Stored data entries
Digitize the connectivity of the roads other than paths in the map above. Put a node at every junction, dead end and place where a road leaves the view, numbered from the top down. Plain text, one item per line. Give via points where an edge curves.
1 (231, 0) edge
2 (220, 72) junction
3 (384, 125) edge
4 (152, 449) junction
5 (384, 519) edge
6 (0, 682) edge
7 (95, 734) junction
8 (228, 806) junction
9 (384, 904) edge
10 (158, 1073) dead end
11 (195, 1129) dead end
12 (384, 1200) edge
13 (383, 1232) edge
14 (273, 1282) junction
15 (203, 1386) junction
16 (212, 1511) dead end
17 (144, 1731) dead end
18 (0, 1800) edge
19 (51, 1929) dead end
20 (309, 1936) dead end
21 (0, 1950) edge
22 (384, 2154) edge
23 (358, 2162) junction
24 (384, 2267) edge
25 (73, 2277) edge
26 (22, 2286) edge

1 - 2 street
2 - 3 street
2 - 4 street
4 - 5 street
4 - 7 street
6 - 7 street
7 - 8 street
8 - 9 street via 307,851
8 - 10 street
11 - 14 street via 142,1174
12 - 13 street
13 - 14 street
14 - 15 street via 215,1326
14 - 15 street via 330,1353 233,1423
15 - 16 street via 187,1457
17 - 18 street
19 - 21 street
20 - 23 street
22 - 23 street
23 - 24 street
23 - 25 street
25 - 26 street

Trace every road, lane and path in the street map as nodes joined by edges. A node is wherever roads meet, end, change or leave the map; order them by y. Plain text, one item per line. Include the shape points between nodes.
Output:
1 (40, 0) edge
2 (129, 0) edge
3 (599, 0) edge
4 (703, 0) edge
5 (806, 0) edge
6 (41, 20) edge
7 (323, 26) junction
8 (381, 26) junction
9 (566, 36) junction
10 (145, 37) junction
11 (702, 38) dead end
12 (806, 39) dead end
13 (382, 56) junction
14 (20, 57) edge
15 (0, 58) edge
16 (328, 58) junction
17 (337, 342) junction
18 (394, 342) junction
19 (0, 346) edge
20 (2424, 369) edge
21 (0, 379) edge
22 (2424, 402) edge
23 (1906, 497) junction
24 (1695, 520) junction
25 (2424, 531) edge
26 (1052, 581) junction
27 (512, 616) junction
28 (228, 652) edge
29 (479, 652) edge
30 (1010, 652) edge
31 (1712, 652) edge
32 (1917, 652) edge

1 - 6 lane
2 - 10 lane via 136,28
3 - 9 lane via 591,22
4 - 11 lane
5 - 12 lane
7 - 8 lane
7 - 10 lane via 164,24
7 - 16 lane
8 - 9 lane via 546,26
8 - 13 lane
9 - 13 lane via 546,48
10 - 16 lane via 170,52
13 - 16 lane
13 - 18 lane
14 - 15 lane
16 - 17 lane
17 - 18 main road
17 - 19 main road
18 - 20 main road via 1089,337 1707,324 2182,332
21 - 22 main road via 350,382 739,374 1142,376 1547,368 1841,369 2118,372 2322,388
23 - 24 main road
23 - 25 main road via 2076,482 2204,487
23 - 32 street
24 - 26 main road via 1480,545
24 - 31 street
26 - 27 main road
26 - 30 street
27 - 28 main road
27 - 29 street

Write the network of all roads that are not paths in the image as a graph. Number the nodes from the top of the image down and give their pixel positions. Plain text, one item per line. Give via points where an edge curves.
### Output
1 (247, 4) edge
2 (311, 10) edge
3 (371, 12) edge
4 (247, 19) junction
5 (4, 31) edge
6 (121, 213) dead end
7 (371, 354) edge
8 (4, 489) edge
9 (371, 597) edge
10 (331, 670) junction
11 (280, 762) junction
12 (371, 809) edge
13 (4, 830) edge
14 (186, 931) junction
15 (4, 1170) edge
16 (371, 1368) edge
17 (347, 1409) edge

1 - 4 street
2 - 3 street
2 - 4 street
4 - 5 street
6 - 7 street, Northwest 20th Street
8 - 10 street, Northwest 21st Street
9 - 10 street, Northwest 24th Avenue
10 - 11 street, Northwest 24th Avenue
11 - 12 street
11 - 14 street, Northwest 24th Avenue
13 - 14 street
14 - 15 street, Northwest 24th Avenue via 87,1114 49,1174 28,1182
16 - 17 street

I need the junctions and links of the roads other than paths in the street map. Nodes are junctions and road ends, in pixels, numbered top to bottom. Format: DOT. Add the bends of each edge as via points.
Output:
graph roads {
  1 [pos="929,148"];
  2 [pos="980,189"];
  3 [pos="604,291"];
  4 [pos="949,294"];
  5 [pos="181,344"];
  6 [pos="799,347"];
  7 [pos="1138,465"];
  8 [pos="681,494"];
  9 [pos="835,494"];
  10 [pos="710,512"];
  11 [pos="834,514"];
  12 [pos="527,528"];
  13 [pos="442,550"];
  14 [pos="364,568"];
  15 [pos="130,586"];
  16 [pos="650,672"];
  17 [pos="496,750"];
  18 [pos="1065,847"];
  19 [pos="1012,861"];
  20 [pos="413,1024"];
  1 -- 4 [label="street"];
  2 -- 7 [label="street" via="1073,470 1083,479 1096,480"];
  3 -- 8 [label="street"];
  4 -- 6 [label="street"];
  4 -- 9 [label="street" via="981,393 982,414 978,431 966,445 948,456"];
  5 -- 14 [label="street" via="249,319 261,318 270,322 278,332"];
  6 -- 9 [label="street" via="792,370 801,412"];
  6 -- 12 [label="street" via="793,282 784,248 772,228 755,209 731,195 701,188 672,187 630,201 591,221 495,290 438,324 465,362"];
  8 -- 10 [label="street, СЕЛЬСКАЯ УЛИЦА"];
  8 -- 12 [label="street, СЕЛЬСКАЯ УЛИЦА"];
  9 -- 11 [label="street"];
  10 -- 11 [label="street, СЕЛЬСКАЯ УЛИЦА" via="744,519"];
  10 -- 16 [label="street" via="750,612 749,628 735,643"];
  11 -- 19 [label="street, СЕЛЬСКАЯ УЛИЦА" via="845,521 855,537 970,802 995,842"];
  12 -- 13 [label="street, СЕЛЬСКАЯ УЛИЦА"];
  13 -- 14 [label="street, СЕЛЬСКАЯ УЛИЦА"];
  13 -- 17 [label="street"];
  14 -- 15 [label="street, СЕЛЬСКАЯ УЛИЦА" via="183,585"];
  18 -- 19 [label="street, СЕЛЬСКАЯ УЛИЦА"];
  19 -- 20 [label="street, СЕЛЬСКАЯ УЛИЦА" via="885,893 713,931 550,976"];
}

Your assignment =>
Write each line above out exactly.

Output below =>
Digitize the connectivity of the roads other than paths in the map above. Put a node at every junction, dead end and place where a road leaves the view, numbered from the top down. Plain text, one item per line. Give via points where an edge curves.
1 (231, 0) edge
2 (220, 72) junction
3 (384, 125) edge
4 (152, 449) junction
5 (384, 519) edge
6 (0, 682) edge
7 (95, 734) junction
8 (228, 806) junction
9 (384, 904) edge
10 (158, 1073) dead end
11 (195, 1129) dead end
12 (384, 1200) edge
13 (383, 1232) edge
14 (273, 1282) junction
15 (203, 1386) junction
16 (212, 1511) dead end
17 (144, 1731) dead end
18 (0, 1800) edge
19 (51, 1929) dead end
20 (309, 1936) dead end
21 (0, 1950) edge
22 (384, 2154) edge
23 (358, 2162) junction
24 (384, 2267) edge
25 (73, 2277) edge
26 (22, 2286) edge

1 - 2 street
2 - 3 street
2 - 4 street
4 - 5 street
4 - 7 street
6 - 7 street
7 - 8 street
8 - 9 street via 307,851
8 - 10 street
11 - 14 street via 142,1174
12 - 13 street
13 - 14 street
14 - 15 street via 215,1326
14 - 15 street via 330,1353 233,1423
15 - 16 street via 187,1457
17 - 18 street
19 - 21 street
20 - 23 street
22 - 23 street
23 - 24 street
23 - 25 street
25 - 26 street

Trace every road, lane and path in the street map as nodes joined by edges. A node is wherever roads meet, end, change or leave the map; order them by y. Plain text, one item per line. Include the shape points between nodes.
Output:
1 (40, 0) edge
2 (129, 0) edge
3 (599, 0) edge
4 (703, 0) edge
5 (806, 0) edge
6 (41, 20) edge
7 (323, 26) junction
8 (381, 26) junction
9 (566, 36) junction
10 (145, 37) junction
11 (702, 38) dead end
12 (806, 39) dead end
13 (382, 56) junction
14 (20, 57) edge
15 (0, 58) edge
16 (328, 58) junction
17 (337, 342) junction
18 (394, 342) junction
19 (0, 346) edge
20 (2424, 369) edge
21 (0, 379) edge
22 (2424, 402) edge
23 (1906, 497) junction
24 (1695, 520) junction
25 (2424, 531) edge
26 (1052, 581) junction
27 (512, 616) junction
28 (228, 652) edge
29 (479, 652) edge
30 (1010, 652) edge
31 (1712, 652) edge
32 (1917, 652) edge

1 - 6 lane
2 - 10 lane via 136,28
3 - 9 lane via 591,22
4 - 11 lane
5 - 12 lane
7 - 8 lane
7 - 10 lane via 164,24
7 - 16 lane
8 - 9 lane via 546,26
8 - 13 lane
9 - 13 lane via 546,48
10 - 16 lane via 170,52
13 - 16 lane
13 - 18 lane
14 - 15 lane
16 - 17 lane
17 - 18 main road
17 - 19 main road
18 - 20 main road via 1089,337 1707,324 2182,332
21 - 22 main road via 350,382 739,374 1142,376 1547,368 1841,369 2118,372 2322,388
23 - 24 main road
23 - 25 main road via 2076,482 2204,487
23 - 32 street
24 - 26 main road via 1480,545
24 - 31 street
26 - 27 main road
26 - 30 street
27 - 28 main road
27 - 29 street

Write the network of all roads that are not paths in the image as a graph. Number the nodes from the top of the image down and give their pixel positions. Plain text, one item per line. Give via points where an edge curves.
### Output
1 (247, 4) edge
2 (311, 10) edge
3 (371, 12) edge
4 (247, 19) junction
5 (4, 31) edge
6 (121, 213) dead end
7 (371, 354) edge
8 (4, 489) edge
9 (371, 597) edge
10 (331, 670) junction
11 (280, 762) junction
12 (371, 809) edge
13 (4, 830) edge
14 (186, 931) junction
15 (4, 1170) edge
16 (371, 1368) edge
17 (347, 1409) edge

1 - 4 street
2 - 3 street
2 - 4 street
4 - 5 street
6 - 7 street, Northwest 20th Street
8 - 10 street, Northwest 21st Street
9 - 10 street, Northwest 24th Avenue
10 - 11 street, Northwest 24th Avenue
11 - 12 street
11 - 14 street, Northwest 24th Avenue
13 - 14 street
14 - 15 street, Northwest 24th Avenue via 87,1114 49,1174 28,1182
16 - 17 street

I need the junctions and links of the roads other than paths in the street map. Nodes are junctions and road ends, in pixels, numbered top to bottom. Format: DOT. Add the bends of each edge as via points.
Output:
graph roads {
  1 [pos="929,148"];
  2 [pos="980,189"];
  3 [pos="604,291"];
  4 [pos="949,294"];
  5 [pos="181,344"];
  6 [pos="799,347"];
  7 [pos="1138,465"];
  8 [pos="681,494"];
  9 [pos="835,494"];
  10 [pos="710,512"];
  11 [pos="834,514"];
  12 [pos="527,528"];
  13 [pos="442,550"];
  14 [pos="364,568"];
  15 [pos="130,586"];
  16 [pos="650,672"];
  17 [pos="496,750"];
  18 [pos="1065,847"];
  19 [pos="1012,861"];
  20 [pos="413,1024"];
  1 -- 4 [label="street"];
  2 -- 7 [label="street" via="1073,470 1083,479 1096,480"];
  3 -- 8 [label="street"];
  4 -- 6 [label="street"];
  4 -- 9 [label="street" via="981,393 982,414 978,431 966,445 948,456"];
  5 -- 14 [label="street" via="249,319 261,318 270,322 278,332"];
  6 -- 9 [label="street" via="792,370 801,412"];
  6 -- 12 [label="street" via="793,282 784,248 772,228 755,209 731,195 701,188 672,187 630,201 591,221 495,290 438,324 465,362"];
  8 -- 10 [label="street, СЕЛЬСКАЯ УЛИЦА"];
  8 -- 12 [label="street, СЕЛЬСКАЯ УЛИЦА"];
  9 -- 11 [label="street"];
  10 -- 11 [label="street, СЕЛЬСКАЯ УЛИЦА" via="744,519"];
  10 -- 16 [label="street" via="750,612 749,628 735,643"];
  11 -- 19 [label="street, СЕЛЬСКАЯ УЛИЦА" via="845,521 855,537 970,802 995,842"];
  12 -- 13 [label="street, СЕЛЬСКАЯ УЛИЦА"];
  13 -- 14 [label="street, СЕЛЬСКАЯ УЛИЦА"];
  13 -- 17 [label="street"];
  14 -- 15 [label="street, СЕЛЬСКАЯ УЛИЦА" via="183,585"];
  18 -- 19 [label="street, СЕЛЬСКАЯ УЛИЦА"];
  19 -- 20 [label="street, СЕЛЬСКАЯ УЛИЦА" via="885,893 713,931 550,976"];
}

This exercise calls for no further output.